It’s hard to believe, but unti Saturday, Los Angeles Opera’s immensely successful production of Puccini’s La bohéme had been in the company rotation since 1993.
Its replacement is a far edgier, more coldly alienating interpretation from the Komische Oper Berlin directed by Barrie Kosky. Like the lens of the camera, which becomes a central metaphor for the production, Kosky’s view of 19th-century Paris is stark and challenging, never cuddly or sentimental. It is a world rendered in shades of grey.
It is also production that (literally) stumbles over the awkwardness of its trapdoor garret set design, weather defying costumes, and a broad direction style that plays up the laughs but misses the heart of Puccini’s bohemian rhapsody. The brightest spot is the young cast which is filled with vigor and enthusiasm, and adroit orchestral performance led by James Conlon that adds color to an otherwise desolate landscape.
It arrives at a time when LA Opera is reeling from the accusations of sexual harassment involving its principal star, oft-times conductor and general director, Plácido Domingo. There were even rumors that there were going to be demonstrations to disrupt Saturday’s glittery opening night at the Dorothy Chandler Pavilion.

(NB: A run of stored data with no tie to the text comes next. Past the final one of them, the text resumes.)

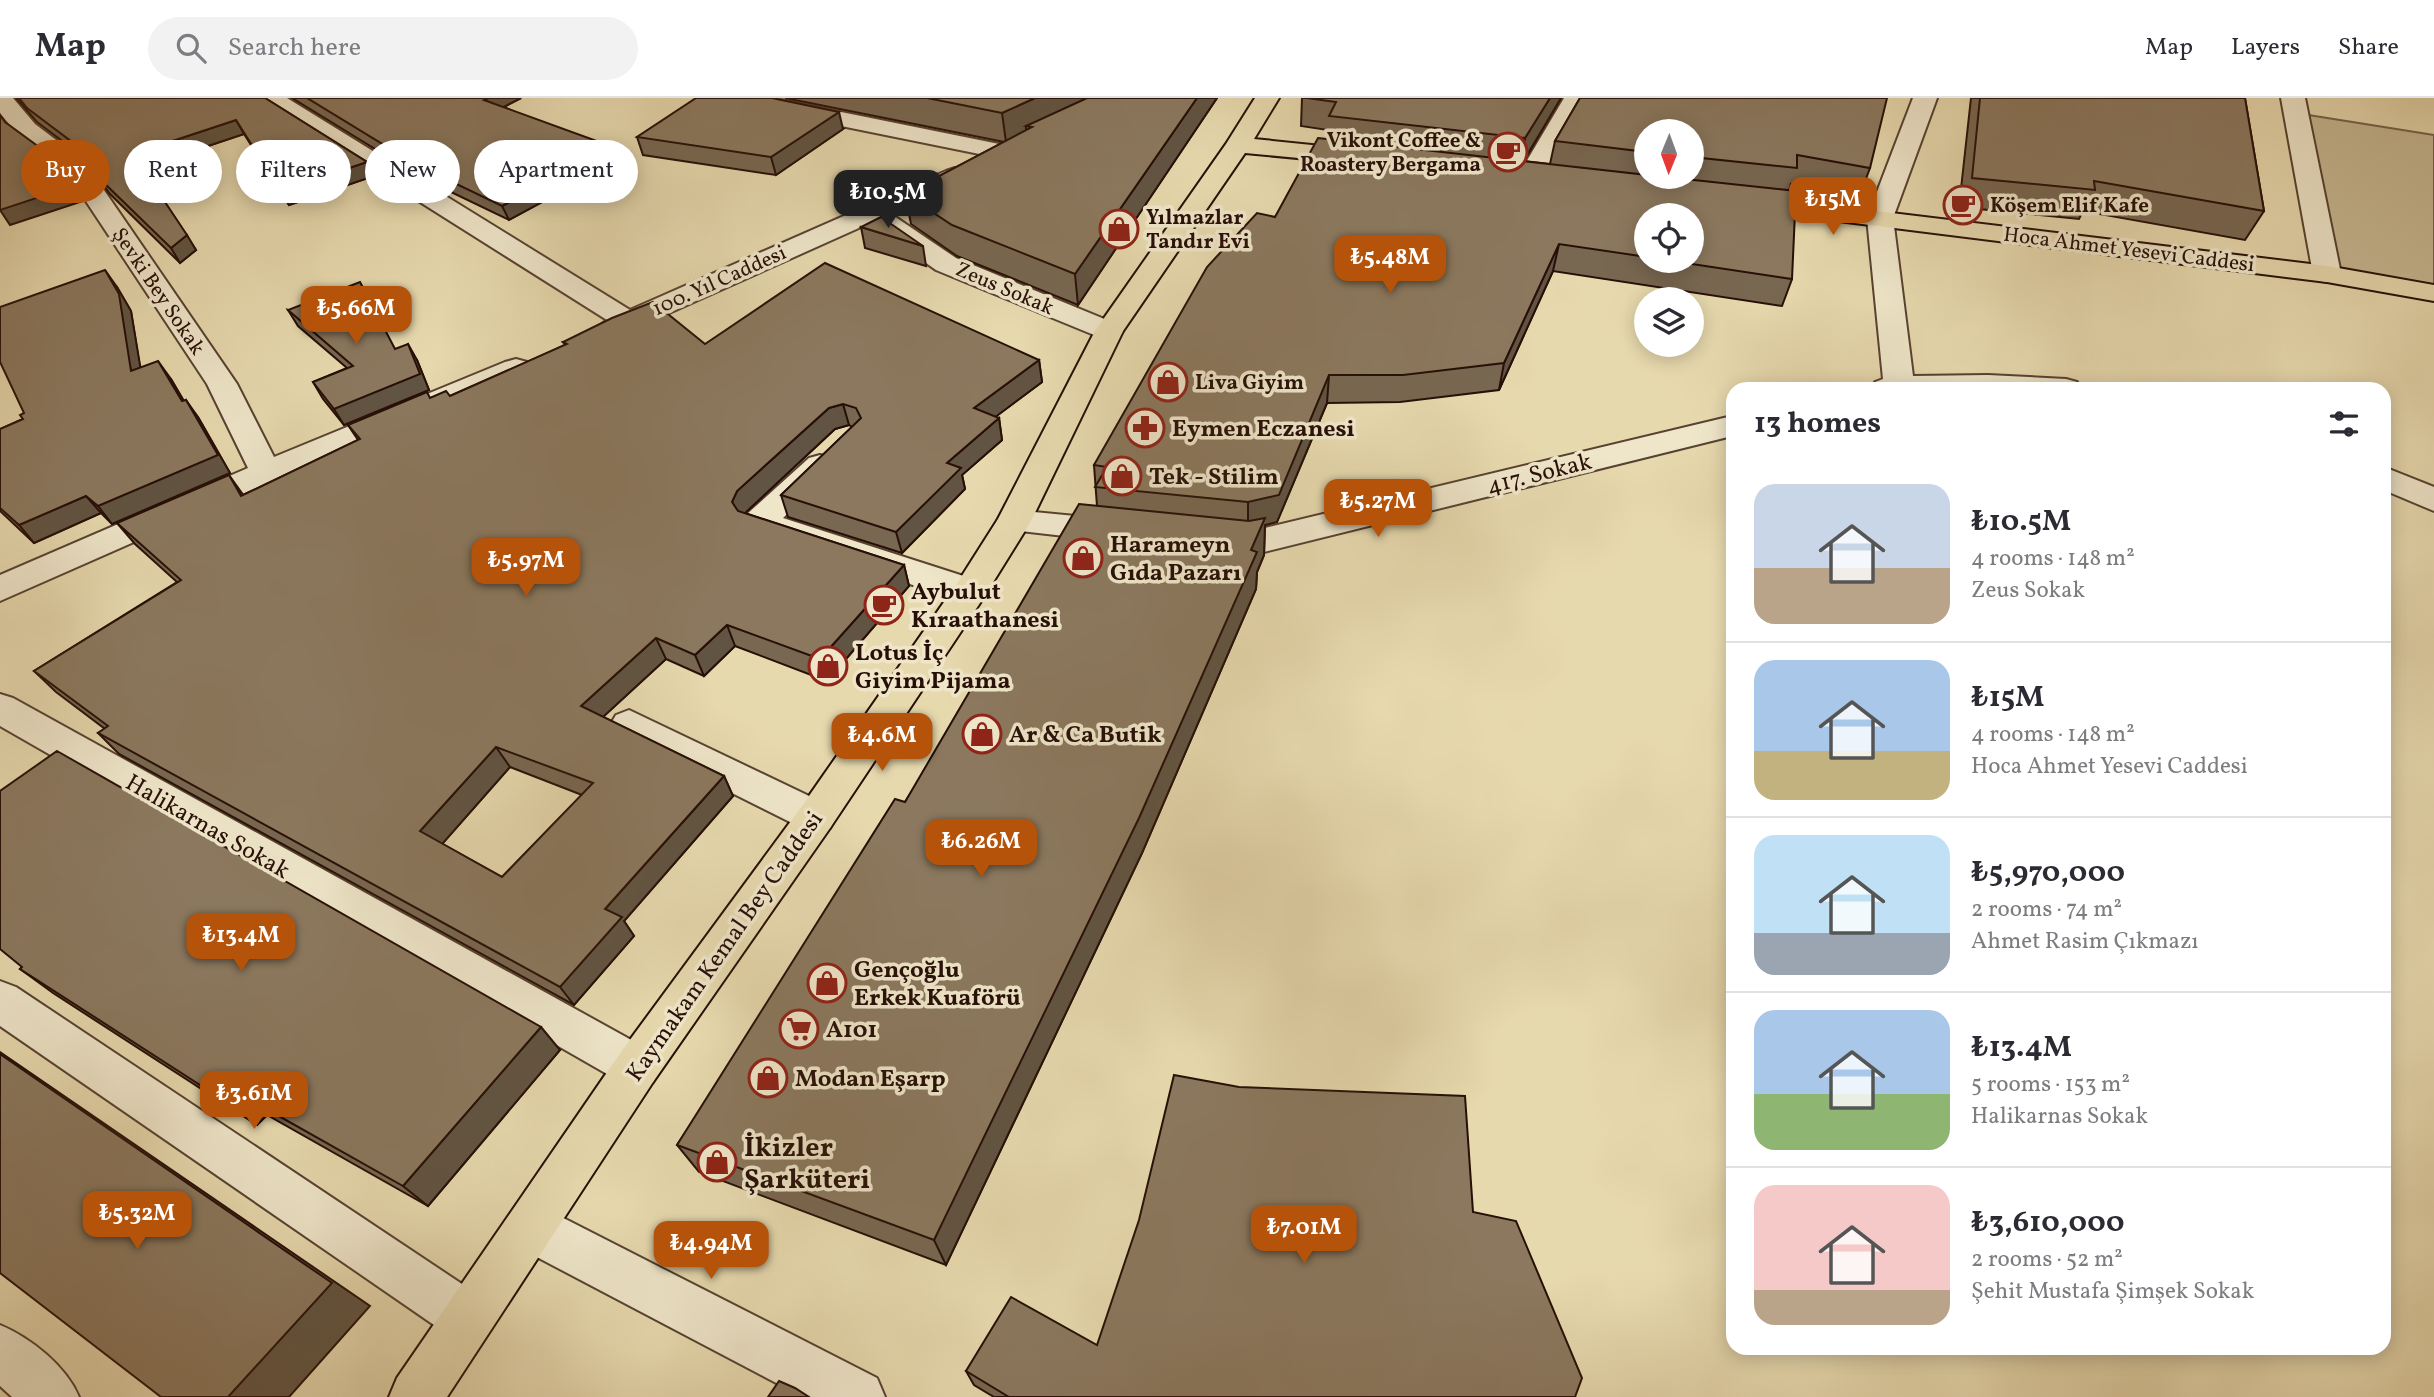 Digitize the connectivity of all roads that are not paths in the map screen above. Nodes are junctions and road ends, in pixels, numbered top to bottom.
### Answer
1 (271, 98) edge
2 (737, 98) edge
3 (1267, 98) edge
4 (1576, 98) edge
5 (1925, 98) edge
6 (2293, 98) edge
7 (0, 99) edge
8 (1238, 145) junction
9 (1392, 161) edge
10 (1502, 176) edge
11 (1529, 179) junction
12 (1556, 182) edge
13 (1718, 200) edge
14 (871, 212) junction
15 (1880, 218) junction
16 (2328, 274) junction
17 (2434, 293) edge
18 (628, 321) junction
19 (1109, 331) junction
20 (589, 338) edge
21 (537, 359) edge
22 (1893, 382) edge
23 (1726, 427) edge
24 (838, 447) edge
25 (266, 472) junction
26 (2391, 480) edge
27 (2434, 500) edge
28 (1014, 521) junction
29 (0, 589) edge
30 (970, 591) junction
31 (0, 708) edge
32 (629, 725) dead end
33 (816, 817) junction
34 (0, 1001) edge
35 (637, 1067) junction
36 (531, 1227) junction
37 (468, 1318) junction
38 (0, 1351) edge
39 (52, 1397) edge
40 (416, 1397) edge
41 (858, 1397) edge

1 - 18 street
2 - 14 street, 100. Yıl Caddesi
3 - 8 main road, Kaymakam Kemal Bey Caddesi
4 - 11 street
5 - 15 street
6 - 16 street
7 - 25 street, Şevki Bey Sokak
8 - 9 main road
8 - 19 main road, Kaymakam Kemal Bey Caddesi
10 - 11 main road
11 - 12 main road
13 - 15 main road, Hoca Ahmet Yesevi Caddesi
14 - 18 street, 100. Yıl Caddesi
14 - 19 street, Zeus Sokak
15 - 16 main road, Hoca Ahmet Yesevi Caddesi
15 - 22 street
16 - 17 main road, Hoca Ahmet Yesevi Caddesi
18 - 20 street, 100. Yıl Caddesi
19 - 28 main road, Kaymakam Kemal Bey Caddesi
21 - 25 street
23 - 28 street, 417. Sokak
24 - 30 street
25 - 29 street
26 - 27 street
28 - 30 main road, Kaymakam Kemal Bey Caddesi
30 - 33 main road, Kaymakam Kemal Bey Caddesi
31 - 35 street, Halikarnas Sokak
32 - 33 street
33 - 35 main road, Kaymakam Kemal Bey Caddesi
34 - 37 street
35 - 36 main road, Kaymakam Kemal Bey Caddesi
36 - 37 main road, Kaymakam Kemal Bey Caddesi
36 - 41 street
37 - 40 main road, Kaymakam Kemal Bey Caddesi
38 - 39 street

No such protests materialized. In the lounge, a video promoted Domingo’s still-planned February/March performances in Donizetti’s Roberto Devereux, but his traditional message of greeting was conspicuously absent from the program, as was Domingo from the audience and the after party. He was, however, well-represented by a cast that features several past winners of Domingo’s Operalia competition, most notably American soprano Marina Costa-Jackson who was making her company debut as Mimì.
As it should be, the attention was focused on Kosky’s production, which offers a decidedly stark and bleak interpretation of Puccini’s bohemian rhapsody. In some ways it is more akin to Rent in the way it depicts these young people as they struggle to overcome poverty and death, celebrate friendship, and revel in the process of creating art.
Kosky sets the action at a time when the new technology of photography was transforming our vision of the world and a mosaic of faded Daguerreotype plates serve as a backdrop to the bohemian’s garret. Their faded portraits watch over the action like so many ghosts. He also transforms Marcello (sung by the dynamic baritone, Kihun Yoon) into a photographer rather than a painter. Unfortunately, more time wasn’t taken to make the process more authentic.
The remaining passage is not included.